This post does not include an answer for my question.
I have perform a Friedman test on a results obtained by several methods on multiple datasets, as described in this paper: "Statistical Comparisons of Classifiers over Multiple Data Sets"
The Friedman's statistic is (16.667) which exceeds the Chi-Square critical value (14.067) so the null hypothesis H0 (no difference between the methods) must be rejected. However, when I used a post-hoc test (Shaffer test) to identify the differences, All the adjusted P-values obtained by Shaffer test are bigger than level of significance 0.05. This means that there are no statically significant differences between the results obtained by these methods.

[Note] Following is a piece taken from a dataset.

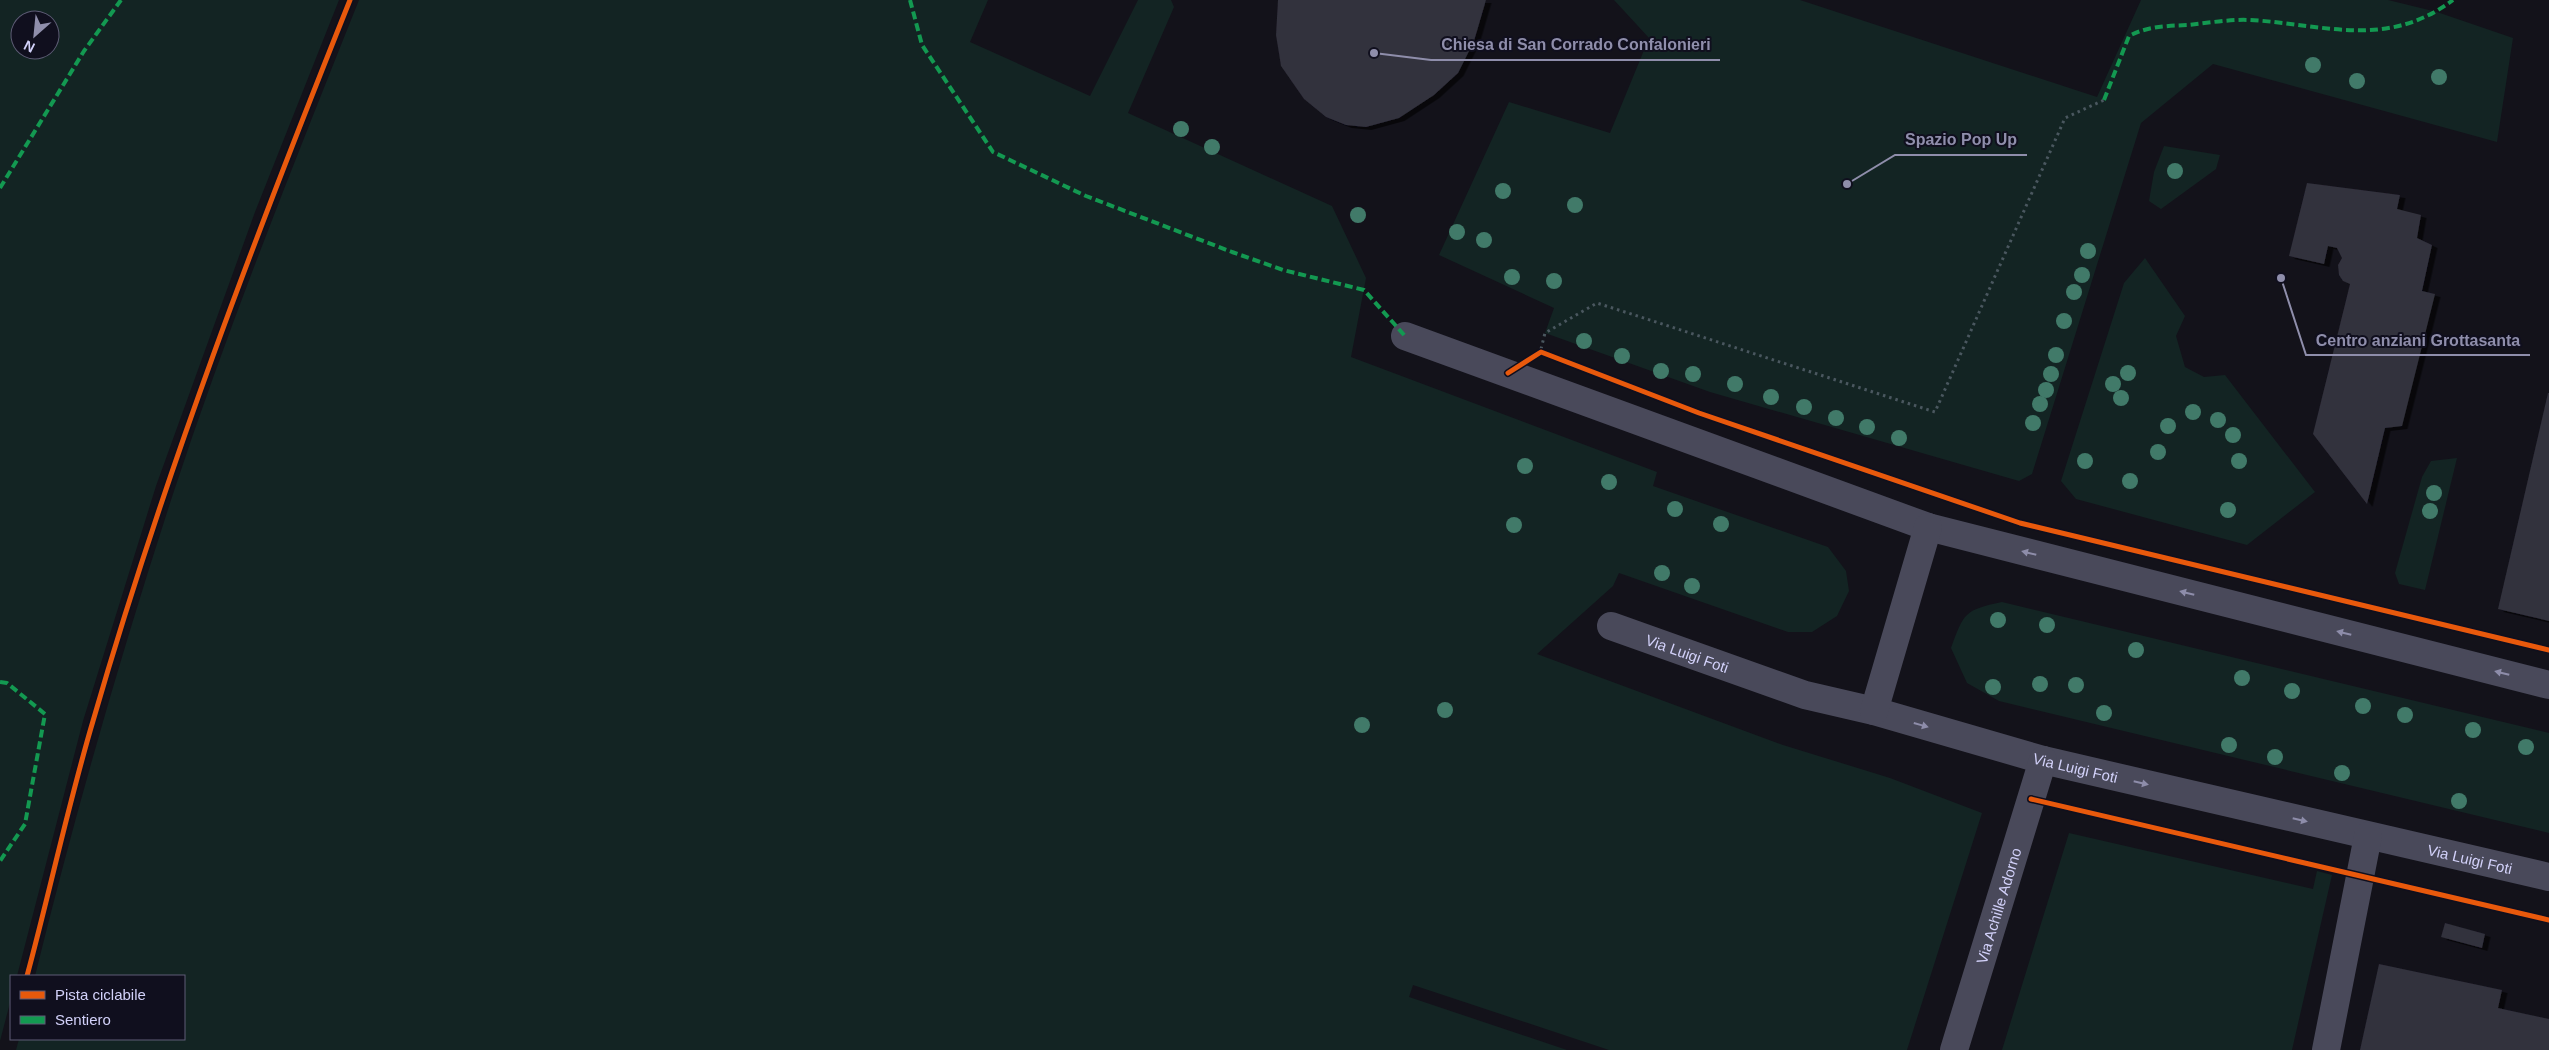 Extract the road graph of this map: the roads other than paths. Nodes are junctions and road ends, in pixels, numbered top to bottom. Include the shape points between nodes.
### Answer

Is this result correct or not? Why the H0 is rejected at the first stage, then not rejected at the post-hoc test?
If this result is correct, what does it mean?
Data sets,Method1, Method2, Method3, Method4, Method5, Method6, Method7, Method8 F1,1.3708E-01,1.0227E-01,1.2801E-01,1.0512E-01,1.4476E-01,1.1309E-01,1.4002E-01,1.2801E-01 F2,2.2731E-01,2.2758E-01,2.1174E-01,2.2516E-01,2.1865E-01,2.1740E-01,2.2620E-01,2.1174E-01 F3,8.6773E-02,8.5749E-02,8.1918E-02,8.5238E-02,8.7778E-02,8.3436E-02,8.9080E-02,8.1918E-02 F4,1.7313E-01,1.7626E-01,1.6378E-01,1.8294E-01,2.0685E-01,8.0293E-02,2.0000E-01,1.6378E-01
Method1 3.25 Method2 4.25 Method3 6.5 Method4 4.75 Method5 2.25 Method6 6.5 Method7 2 Method8 6.5
0.262494 0.262494 0.262494 0.296897 0.296897 0.296897 1.272641 1.272641 1.272641 1.797619 2.382635 3.102894 3.102894 3.102894 3.102894 3.22677 3.747857 3.747857 3.747857 3.747857 3.763891 3.94592 3.94592 3.94592 3.94592 3.94592 3.94592 3.94592
According to that paper, "If the null-hypothesis is rejected, we can proceed with a post-hoc test." A a post-hoc test is used to identify which pairs of algorithms are significantly different than each other. Thus, in a multiple comparison, all possible pairwise comparisons need to be computed (N × N comparison). The number of possible comparisons in an all pairwise comparisons is N(N-1)/2. So we have 8(8 - 1)/2=28 hypotheses and an adjusted P-Value for each hypothes.